We know that on 8 September 2007 AW wrote to DW asking whether he would act as his executor. What we don’t know is whether he ever made a will appointing DW as executor. However, even if he did, he subsequently changed his mind and appointed DB instead in his later wills.
DB is closer to AW geographically and visits the Bexley area more frequently than DW. Last year, either he or his wife saw MG about thirty times, and he saw AW on at least fourteen occasions. They catch the train from Bournemouth to Waterloo and from Waterloo East to Greenhithe. The journey is slightly over a hundred miles and takes three hours. By contrast, DW lives roughly 200 miles away in West Wales and occasionally visits his mother in Basingstoke.
In general terms, I prefer MG’s statement that “DW has had so little contact with his uncle over many years” to DW’s assertion that “I have had regular contact with my uncle over the years.” MG was admitted to hospital on 14 March 2014 and AW was admitted to a care home the following day. DW was unaware of these events for five months until SB rang him to inform him of AW’s condition. This is not the behaviour of someone who is in regular contact or even particularly interested.

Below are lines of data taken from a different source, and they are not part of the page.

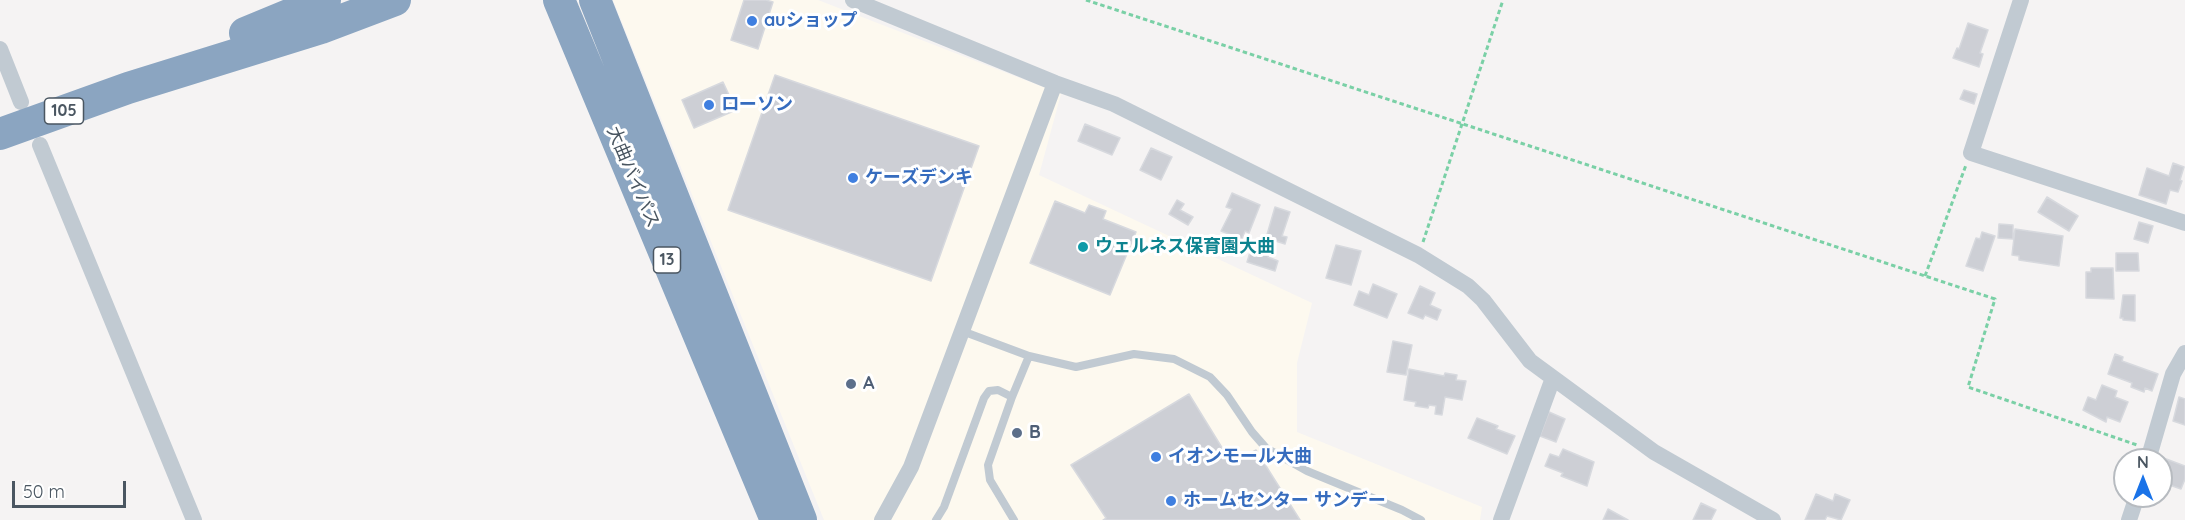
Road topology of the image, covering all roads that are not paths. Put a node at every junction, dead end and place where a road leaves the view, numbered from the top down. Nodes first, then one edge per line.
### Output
1 (325, 0) edge
2 (395, 0) edge
3 (559, 0) edge
4 (595, 0) edge
5 (853, 0) edge
6 (2021, 0) edge
7 (0, 49) edge
8 (1055, 83) junction
9 (128, 88) junction
10 (21, 102) dead end
11 (0, 134) edge
12 (40, 145) dead end
13 (2185, 223) edge
14 (963, 331) junction
15 (2185, 354) edge
16 (1029, 356) junction
17 (1553, 378) junction
18 (1012, 397) junction
19 (2151, 448) edge
20 (194, 520) edge
21 (776, 520) edge
22 (801, 520) edge
23 (882, 520) edge
24 (936, 520) edge
25 (1014, 520) edge
26 (1421, 520) edge
27 (1501, 520) edge
28 (1773, 520) edge

1 - 9 highway
2 - 9 highway
3 - 21 highway, 大曲バイパス / 13
4 - 22 highway, 大曲バイパス / 13
5 - 8 street
6 - 13 street
7 - 10 street
8 - 14 street
8 - 17 street
9 - 11 highway, 105
12 - 20 street
14 - 16 lane
14 - 23 street
15 - 19 street
16 - 18 lane
16 - 26 lane
17 - 27 street
17 - 28 street
18 - 24 lane
18 - 25 lane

As regards DB’s conduct before the proceedings, I must pay tribute to the way in which he and his wife managed the crisis in mid March 2014, when MG was admitted to hospital and AW could potentially have been left without adequate care provision. As regards his conduct during the proceedings, I cannot criticise him for refusing to accept DW’s offer that the two of them be appointed as joint deputies. Joint appointments rarely work satisfactorily in a situation such as this, where there have been fairly bitter competing applications, and any ongoing acrimony between the two men could adversely affect the administration of AW’s affairs.
As I stated earlier, MG’s views, which are set out in paragraph 31 above, are a significant factor and, as I said in paragraph 50, they carry considerable weight. She believes that it would be in AW’s best interests if the court were to appoint DB as his deputy for property and affairs. I agree.